When the NIL era arrives, athletic departments will have to continuously adapt to accommodate athletes’ needs — and keep up with recruiting standards.
Rooney thinks he won’t be the only Division I brand coach for long. In fact, he predicts that departments will slowly build entire teams around athlete brand management.
Rooney sees two main factors pushing this shift. First, departments like creative and compliance won’t have the time and resources to dedicate to NIL coaching. He thinks it’s the “natural progression” for athletic departments to build out brand coaching staff.
He also thinks that recruiting will motivate further changes like it did with social media content and shinier facilities: “I will argue that a player will care more about what you’re going to do to help their brand than how nice your locker room is.”
He’s probably right. Two experts previously told FOS they agree that a school’s NIL plan will factor into recruiting, and specifically the transfer market.

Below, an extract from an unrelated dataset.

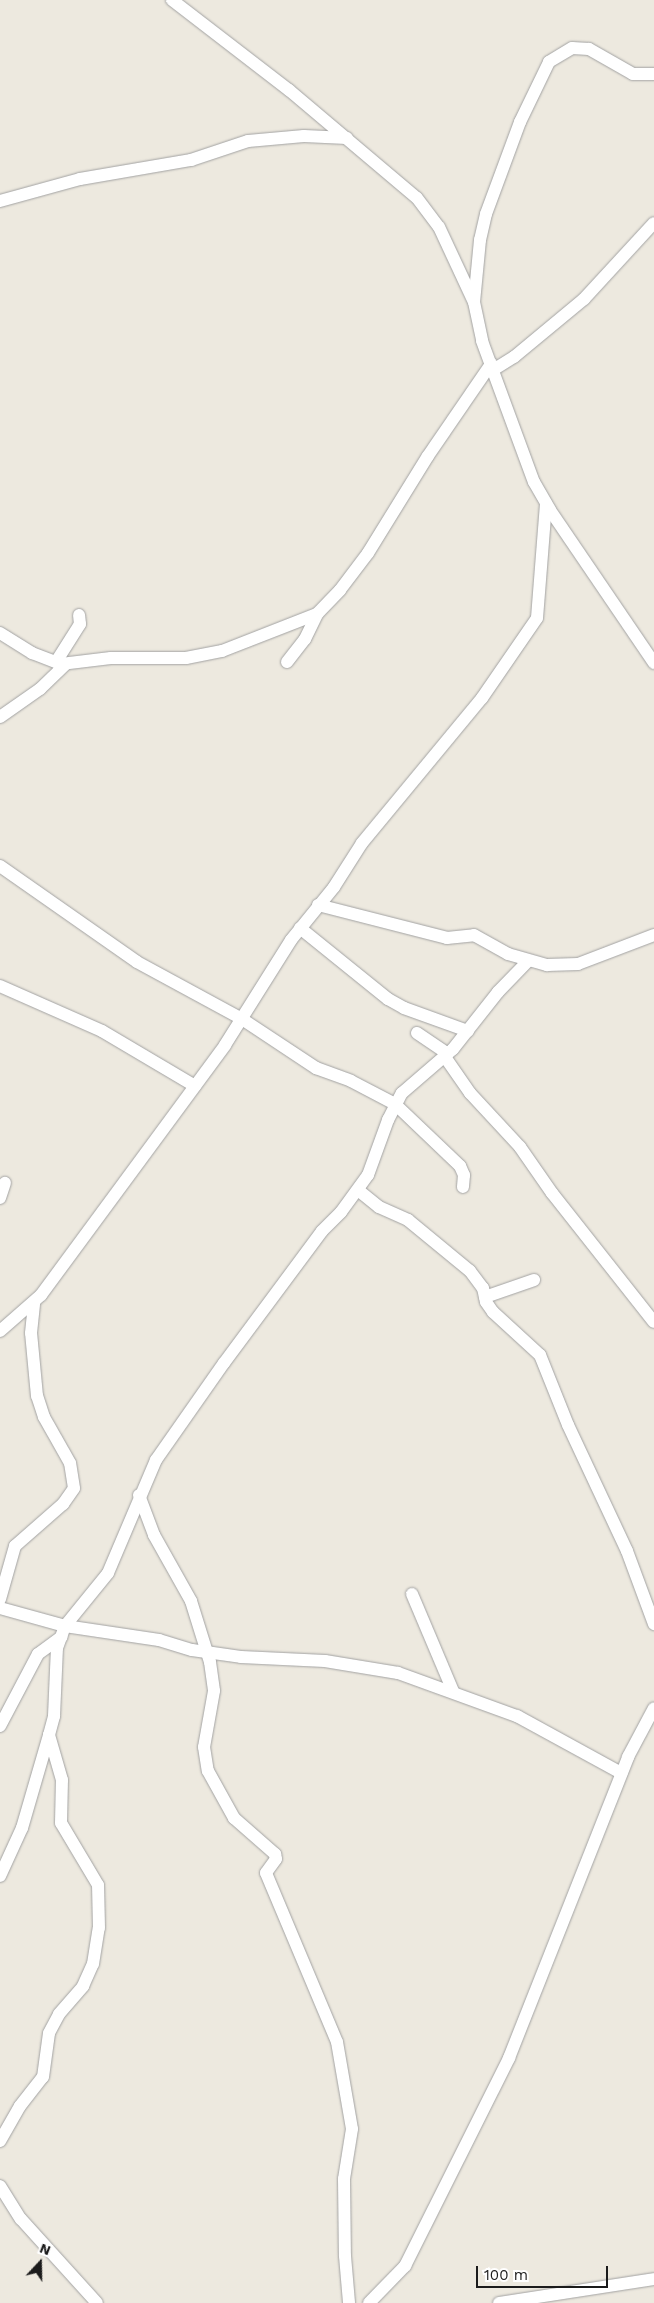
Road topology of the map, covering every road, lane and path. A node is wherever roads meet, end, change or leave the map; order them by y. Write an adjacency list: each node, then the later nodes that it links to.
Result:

Second-tier programs know they’re going to have to compete with Power 5 schools to keep their top talent, Irwin Kishner, co-chair of the sports law group at Herrick, Feinstein, told FOS when the transfer rules were first altered.

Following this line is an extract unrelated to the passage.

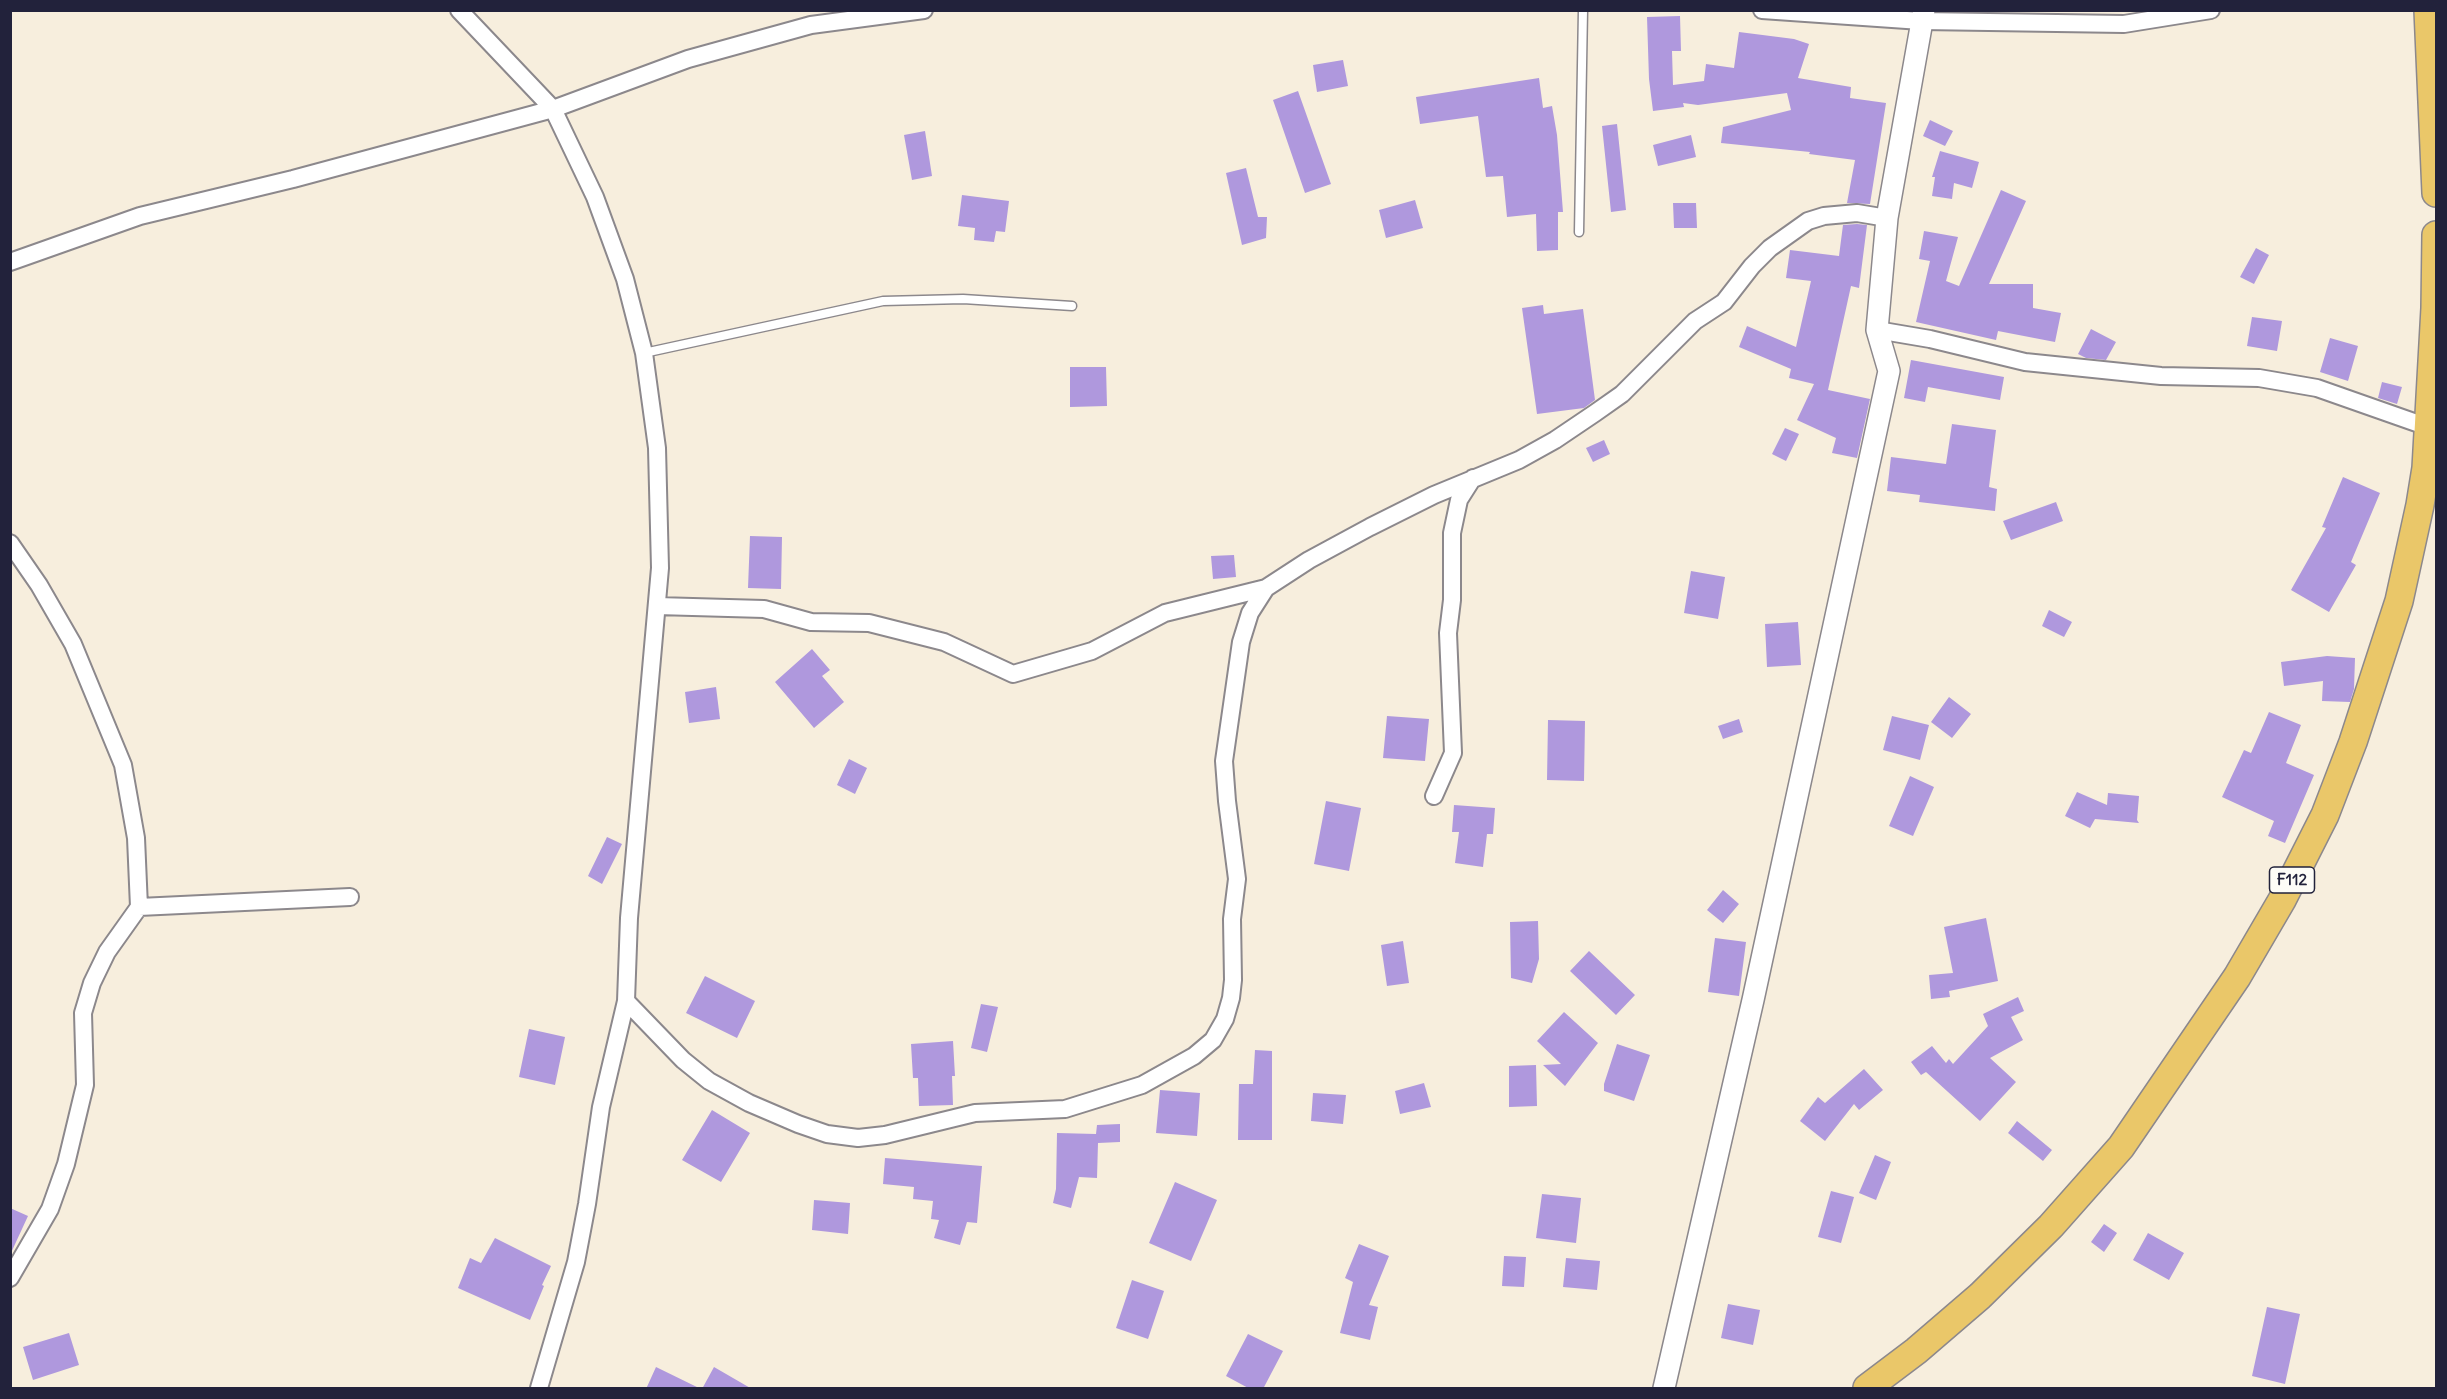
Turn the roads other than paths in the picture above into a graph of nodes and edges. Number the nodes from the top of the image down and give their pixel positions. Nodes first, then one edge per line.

Providing unique and effective NIL resources could entice potential transfers to stay put.
Who Has the Edge?
The departments interested in building “recruiting differentiators” will likely be the ones quick to hire brand coaches, Rooney said.
Power 5 programs with bigger budgets obviously have the advantage. But if Duquesne could squeeze money out of its budget to dedicate to an NIL staff member, so can other mid-majors.
“What is the major difference between Duquesne and Alabama?” Rooney said. “I would argue from the branding perspective, it’s the amount of exposure. That’s what increases market value. So if you’re able to own your own channels, your own platforms, and be successful at it, you immediately increase exposure.”